February 2nd, 2021

Commuication, Civic Engagement & Re-Localization

Librarians can address fake news through communication, civic engagement and re-localization

COMMUNICATION
Studies of climate change deniers have shown that logical arguments don't work and that repeating disinformation can re-enforce false beliefs. Communication to combat false information needs to identify the fallacy and avoid repeating the lie. However, librarians need to understand that false information is not accidental-- weaponized disinformation is a deliberate strategy that is being used to confuse people about the truth, persuade them to vote against their own interests and sabotage democratic forms of government. Big money and political forces behind disinformation are much, much more powerful than any number of well-intentioned librarians. Still, librarians can take the side of facts by integrating civic literacy into reference and instruction.
CIVIC ENGAGEMENT
Librarians need a fast-acting effective strategy to teach critical information literacy and civic engagement. The typical books/journals strategy fails to make the connection that laws, regulations and policies create the conditions that citizens experience. Nearly any reference question can be answered with a strategy of identifying stakeholders and why they care, and by identifying which government agencies deal with that issue.
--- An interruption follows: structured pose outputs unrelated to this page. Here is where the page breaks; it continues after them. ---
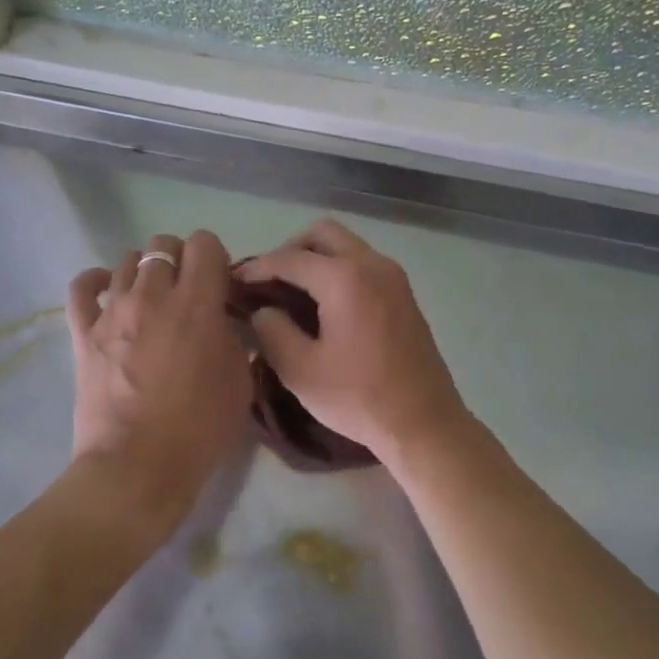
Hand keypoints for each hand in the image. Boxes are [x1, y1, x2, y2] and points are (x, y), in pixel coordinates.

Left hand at [66, 230, 251, 533]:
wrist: (137, 467)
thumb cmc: (199, 429)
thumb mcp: (239, 381)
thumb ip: (234, 338)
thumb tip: (222, 321)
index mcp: (197, 303)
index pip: (205, 244)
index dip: (215, 257)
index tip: (219, 283)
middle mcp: (153, 295)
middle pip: (163, 246)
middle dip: (180, 260)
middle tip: (187, 292)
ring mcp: (113, 311)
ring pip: (127, 261)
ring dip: (145, 273)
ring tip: (152, 300)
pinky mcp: (83, 332)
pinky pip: (82, 287)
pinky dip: (97, 282)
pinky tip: (109, 292)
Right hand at [237, 220, 468, 464]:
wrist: (425, 423)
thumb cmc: (360, 398)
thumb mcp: (300, 370)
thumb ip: (273, 331)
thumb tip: (264, 310)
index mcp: (345, 278)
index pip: (290, 258)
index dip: (257, 267)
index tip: (234, 281)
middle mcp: (372, 264)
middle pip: (323, 234)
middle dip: (290, 250)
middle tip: (269, 282)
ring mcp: (393, 277)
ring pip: (346, 246)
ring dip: (316, 258)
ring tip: (292, 293)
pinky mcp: (404, 294)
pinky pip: (363, 264)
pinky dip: (338, 271)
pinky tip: (323, 305)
This way of answering questions helps students engage with primary sources (rather than pure propaganda) and to consider the role of government and Donella Meadows' concept of "leverage points" to intervene in the system.
In a democratic society, the FOUR branches of government are Legislative, Executive, Judicial and Citizens. One reason people fall for fake information is that they feel disempowered. Addressing questions in terms of stakeholders and government helps identify gaps where some people have been marginalized. It helps people find the proper level of government to let their voices be heard.
Since the 2020 election, I have a new idea I'd like to experiment with. Political campaigns act as if each candidate's position on issues are key, and library civics education tells people to "research the candidates" and vote. This is wrongheaded since the best public servants are not people who have ideologically inflexible ideas, but those who can change their minds when they get new information. I beleve a better approach would be for libraries to publish online guides about what each office on the ballot does. The guide could frame the election as as a job search where citizens are looking for the best candidate to fill the actual job.
RE-LOCALIZATION
A third important role for libraries is, compensating for the demise of local news. Communities without local news tend to become more politically polarized. ALL libraries should identify the community they serve and make sure that part of their collection is re-localized.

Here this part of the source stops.